Exercise: Each line below with the word "main" needs to be copied.

• • • •

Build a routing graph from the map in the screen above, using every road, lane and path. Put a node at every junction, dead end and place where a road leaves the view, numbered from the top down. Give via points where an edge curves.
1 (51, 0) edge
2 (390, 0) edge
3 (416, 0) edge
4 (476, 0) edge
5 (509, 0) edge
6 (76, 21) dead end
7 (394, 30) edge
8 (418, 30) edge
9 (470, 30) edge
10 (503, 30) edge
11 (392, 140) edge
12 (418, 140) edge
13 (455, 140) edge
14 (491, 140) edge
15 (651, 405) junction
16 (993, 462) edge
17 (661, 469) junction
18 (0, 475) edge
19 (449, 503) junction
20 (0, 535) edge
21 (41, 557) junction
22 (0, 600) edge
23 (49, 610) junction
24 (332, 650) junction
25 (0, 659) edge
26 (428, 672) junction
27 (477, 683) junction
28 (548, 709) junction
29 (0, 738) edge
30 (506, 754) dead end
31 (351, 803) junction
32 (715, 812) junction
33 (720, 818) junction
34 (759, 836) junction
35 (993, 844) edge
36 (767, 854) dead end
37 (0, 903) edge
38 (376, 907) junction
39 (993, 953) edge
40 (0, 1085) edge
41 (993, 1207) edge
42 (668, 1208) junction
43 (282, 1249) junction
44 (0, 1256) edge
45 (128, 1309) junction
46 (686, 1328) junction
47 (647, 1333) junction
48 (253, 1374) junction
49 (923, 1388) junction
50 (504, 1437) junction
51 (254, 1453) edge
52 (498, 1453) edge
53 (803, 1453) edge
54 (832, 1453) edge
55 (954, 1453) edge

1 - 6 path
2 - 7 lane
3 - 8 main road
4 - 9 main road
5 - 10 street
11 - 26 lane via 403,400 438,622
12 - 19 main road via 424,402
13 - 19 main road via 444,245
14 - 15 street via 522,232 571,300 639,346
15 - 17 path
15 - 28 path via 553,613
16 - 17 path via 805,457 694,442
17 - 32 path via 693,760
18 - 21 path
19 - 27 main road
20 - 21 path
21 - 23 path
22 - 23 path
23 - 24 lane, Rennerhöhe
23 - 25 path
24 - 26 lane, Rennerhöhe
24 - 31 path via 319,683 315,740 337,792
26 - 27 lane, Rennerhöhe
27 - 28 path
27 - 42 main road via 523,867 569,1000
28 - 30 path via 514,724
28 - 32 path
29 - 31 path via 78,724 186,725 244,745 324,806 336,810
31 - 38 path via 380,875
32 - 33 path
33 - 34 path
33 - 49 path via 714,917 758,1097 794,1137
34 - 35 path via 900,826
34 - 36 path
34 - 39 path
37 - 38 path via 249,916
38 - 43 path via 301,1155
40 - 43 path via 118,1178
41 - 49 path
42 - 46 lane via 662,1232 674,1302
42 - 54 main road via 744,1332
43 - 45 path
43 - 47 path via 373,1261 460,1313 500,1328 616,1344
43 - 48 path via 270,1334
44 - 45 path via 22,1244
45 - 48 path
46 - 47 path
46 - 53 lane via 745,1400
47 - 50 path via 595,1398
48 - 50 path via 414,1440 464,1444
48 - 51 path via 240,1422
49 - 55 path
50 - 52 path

• • • •

Response area:
3 - 8 main road
4 - 9 main road
12 - 19 main road via 424,402
13 - 19 main road via 444,245
19 - 27 main road
27 - 42 main road via 523,867 569,1000
42 - 54 main road via 744,1332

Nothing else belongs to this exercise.